(Data items)
--- --- ---
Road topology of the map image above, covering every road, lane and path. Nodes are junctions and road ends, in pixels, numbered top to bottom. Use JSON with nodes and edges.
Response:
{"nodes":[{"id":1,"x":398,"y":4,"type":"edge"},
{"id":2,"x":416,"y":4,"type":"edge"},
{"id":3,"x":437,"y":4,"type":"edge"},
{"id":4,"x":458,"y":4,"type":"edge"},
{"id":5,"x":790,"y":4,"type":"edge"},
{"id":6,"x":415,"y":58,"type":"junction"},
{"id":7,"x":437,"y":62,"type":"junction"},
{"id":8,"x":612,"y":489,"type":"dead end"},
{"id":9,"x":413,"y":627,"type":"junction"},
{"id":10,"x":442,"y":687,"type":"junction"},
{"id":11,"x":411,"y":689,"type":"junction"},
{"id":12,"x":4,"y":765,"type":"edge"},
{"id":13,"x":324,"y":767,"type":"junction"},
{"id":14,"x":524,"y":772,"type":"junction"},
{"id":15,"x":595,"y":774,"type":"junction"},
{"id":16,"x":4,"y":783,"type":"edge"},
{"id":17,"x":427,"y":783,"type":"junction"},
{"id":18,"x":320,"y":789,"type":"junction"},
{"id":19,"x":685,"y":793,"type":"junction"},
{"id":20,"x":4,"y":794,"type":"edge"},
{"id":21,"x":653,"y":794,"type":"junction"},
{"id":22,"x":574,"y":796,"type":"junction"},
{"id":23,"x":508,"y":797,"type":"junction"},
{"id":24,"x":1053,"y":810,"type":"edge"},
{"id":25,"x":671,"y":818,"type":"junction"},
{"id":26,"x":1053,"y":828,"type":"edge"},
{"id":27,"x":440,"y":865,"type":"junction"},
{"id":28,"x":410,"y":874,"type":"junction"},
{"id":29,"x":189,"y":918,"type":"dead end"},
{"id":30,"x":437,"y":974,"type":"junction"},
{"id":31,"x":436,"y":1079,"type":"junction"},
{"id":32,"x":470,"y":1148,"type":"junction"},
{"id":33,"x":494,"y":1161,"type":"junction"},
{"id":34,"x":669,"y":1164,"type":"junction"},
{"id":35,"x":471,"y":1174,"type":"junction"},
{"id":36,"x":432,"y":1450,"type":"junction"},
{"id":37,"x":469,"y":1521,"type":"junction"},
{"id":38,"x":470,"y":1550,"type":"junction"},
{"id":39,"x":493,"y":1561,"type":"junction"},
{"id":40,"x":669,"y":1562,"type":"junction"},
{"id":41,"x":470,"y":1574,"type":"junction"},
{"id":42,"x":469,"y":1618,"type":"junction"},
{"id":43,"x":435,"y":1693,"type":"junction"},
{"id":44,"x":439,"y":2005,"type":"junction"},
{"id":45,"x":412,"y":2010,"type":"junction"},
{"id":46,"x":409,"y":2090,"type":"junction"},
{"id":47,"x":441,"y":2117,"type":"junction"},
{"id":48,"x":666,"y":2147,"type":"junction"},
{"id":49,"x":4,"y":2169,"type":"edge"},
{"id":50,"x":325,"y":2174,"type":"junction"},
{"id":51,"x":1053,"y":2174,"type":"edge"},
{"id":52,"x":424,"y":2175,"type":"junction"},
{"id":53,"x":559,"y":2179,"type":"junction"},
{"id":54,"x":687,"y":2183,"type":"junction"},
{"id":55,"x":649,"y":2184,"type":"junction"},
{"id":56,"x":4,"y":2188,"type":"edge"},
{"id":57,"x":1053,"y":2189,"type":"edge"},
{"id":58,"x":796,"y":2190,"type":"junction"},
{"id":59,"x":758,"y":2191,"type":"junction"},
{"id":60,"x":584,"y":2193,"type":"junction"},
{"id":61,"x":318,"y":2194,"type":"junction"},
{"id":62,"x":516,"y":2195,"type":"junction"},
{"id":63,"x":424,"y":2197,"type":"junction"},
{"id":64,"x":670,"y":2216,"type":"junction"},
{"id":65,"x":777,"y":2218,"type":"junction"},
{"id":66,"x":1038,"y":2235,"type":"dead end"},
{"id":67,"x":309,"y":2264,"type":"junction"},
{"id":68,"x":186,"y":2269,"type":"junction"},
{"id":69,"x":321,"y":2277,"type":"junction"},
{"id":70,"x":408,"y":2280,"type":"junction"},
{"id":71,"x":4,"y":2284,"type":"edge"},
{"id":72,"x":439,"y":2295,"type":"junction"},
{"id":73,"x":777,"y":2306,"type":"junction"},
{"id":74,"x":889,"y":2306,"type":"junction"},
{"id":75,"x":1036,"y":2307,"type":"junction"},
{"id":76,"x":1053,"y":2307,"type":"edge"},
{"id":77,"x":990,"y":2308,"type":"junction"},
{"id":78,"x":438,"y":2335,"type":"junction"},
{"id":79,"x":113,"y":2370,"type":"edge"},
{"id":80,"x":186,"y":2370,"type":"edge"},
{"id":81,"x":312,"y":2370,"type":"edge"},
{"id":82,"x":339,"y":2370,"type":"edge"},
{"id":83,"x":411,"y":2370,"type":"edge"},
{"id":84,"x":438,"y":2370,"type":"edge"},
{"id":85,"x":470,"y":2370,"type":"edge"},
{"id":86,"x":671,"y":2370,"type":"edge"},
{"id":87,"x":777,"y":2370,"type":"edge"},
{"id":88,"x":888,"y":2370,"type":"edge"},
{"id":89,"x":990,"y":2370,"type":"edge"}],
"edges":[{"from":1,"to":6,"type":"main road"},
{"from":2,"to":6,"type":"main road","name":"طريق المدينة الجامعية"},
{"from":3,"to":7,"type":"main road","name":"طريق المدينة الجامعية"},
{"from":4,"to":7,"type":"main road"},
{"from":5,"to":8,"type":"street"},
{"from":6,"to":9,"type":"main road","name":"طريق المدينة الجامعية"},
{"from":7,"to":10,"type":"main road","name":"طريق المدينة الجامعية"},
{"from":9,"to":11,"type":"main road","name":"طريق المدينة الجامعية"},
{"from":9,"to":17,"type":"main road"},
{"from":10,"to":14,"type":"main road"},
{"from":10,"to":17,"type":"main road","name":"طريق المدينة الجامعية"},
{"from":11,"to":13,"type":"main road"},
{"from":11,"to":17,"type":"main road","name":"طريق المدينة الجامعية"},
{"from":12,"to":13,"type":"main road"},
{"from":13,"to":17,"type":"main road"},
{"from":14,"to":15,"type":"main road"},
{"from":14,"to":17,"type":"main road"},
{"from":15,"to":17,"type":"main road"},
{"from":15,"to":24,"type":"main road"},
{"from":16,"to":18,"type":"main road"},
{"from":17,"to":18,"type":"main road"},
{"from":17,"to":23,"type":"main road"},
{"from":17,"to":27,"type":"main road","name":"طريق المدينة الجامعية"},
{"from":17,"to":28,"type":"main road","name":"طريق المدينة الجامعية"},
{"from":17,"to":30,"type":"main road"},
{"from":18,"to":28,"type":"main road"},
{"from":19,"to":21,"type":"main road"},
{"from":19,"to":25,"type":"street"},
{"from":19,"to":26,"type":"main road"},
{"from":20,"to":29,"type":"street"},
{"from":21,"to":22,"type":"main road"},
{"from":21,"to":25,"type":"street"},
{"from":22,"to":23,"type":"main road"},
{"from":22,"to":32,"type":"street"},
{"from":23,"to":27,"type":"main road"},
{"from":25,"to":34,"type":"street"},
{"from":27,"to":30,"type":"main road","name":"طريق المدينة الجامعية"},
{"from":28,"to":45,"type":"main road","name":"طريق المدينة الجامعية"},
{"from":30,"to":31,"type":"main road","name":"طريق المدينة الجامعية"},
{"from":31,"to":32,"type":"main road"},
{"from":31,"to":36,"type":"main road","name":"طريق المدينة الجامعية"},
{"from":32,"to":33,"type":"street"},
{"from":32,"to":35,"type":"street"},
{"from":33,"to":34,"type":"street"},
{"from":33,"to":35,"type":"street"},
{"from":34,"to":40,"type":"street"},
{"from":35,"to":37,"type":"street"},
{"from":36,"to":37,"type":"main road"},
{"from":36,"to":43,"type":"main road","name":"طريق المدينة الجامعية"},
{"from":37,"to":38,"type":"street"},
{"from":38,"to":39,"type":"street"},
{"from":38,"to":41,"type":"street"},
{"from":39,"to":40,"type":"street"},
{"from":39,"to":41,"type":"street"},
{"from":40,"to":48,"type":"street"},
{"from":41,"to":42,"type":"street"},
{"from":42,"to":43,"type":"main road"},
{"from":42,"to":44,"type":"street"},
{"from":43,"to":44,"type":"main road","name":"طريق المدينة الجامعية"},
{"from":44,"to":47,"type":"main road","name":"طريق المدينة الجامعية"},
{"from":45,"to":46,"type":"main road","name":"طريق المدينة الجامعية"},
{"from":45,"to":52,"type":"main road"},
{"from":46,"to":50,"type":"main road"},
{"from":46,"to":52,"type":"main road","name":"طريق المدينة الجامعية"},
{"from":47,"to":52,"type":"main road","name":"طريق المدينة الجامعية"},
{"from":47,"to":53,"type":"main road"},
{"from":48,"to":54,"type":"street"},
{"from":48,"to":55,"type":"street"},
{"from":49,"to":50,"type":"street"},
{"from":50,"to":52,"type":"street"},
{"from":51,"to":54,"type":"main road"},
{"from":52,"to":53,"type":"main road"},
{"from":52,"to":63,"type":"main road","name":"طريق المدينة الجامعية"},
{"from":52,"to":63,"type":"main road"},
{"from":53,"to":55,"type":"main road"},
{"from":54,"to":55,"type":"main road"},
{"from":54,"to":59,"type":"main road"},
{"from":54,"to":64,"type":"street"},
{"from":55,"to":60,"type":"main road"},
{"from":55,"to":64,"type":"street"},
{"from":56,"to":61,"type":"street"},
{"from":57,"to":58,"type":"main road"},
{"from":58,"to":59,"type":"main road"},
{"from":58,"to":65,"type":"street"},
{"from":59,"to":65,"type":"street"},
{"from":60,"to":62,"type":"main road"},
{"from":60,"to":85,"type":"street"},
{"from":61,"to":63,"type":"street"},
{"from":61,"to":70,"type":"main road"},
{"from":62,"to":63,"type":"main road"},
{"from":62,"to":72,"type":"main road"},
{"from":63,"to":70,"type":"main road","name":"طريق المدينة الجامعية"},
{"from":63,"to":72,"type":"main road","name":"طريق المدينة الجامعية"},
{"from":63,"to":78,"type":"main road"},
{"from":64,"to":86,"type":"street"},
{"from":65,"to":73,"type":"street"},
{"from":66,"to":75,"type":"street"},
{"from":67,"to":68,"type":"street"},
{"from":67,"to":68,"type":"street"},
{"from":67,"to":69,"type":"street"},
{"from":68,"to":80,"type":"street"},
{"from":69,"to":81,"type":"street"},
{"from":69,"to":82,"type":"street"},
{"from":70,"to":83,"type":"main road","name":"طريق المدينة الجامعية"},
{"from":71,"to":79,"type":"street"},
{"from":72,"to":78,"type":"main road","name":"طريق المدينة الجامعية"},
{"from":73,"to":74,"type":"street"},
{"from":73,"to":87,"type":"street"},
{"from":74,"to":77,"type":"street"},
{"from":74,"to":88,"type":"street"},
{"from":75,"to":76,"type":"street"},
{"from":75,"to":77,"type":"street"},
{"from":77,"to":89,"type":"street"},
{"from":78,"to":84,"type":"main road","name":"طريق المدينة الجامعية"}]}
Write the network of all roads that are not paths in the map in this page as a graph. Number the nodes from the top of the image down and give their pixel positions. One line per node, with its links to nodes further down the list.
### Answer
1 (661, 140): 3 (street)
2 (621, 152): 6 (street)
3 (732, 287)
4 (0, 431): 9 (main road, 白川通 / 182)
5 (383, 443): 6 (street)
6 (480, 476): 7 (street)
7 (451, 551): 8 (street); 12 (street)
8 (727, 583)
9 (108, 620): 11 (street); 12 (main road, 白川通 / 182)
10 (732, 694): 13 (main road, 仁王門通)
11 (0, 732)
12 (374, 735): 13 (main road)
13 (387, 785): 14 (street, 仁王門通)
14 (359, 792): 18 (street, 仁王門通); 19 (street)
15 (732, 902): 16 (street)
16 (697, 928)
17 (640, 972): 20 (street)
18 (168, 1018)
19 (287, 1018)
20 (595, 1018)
--- --- ---
▶ _EXERCISE_
Wherever the string "nodes" appears in a line of the records, copy that line.

▶ _RESPONSE FOR THIS EXERCISE_
Road topology of the map image above, covering every road, lane and path. Nodes are junctions and road ends, in pixels, numbered top to bottom. Use JSON with nodes and edges.
{"nodes":[{"id":1,"x":398,"y":4,"type":"edge"},
Write the network of all roads that are not paths in the map in this page as a graph. Number the nodes from the top of the image down and give their pixel positions. One line per node, with its links to nodes further down the list.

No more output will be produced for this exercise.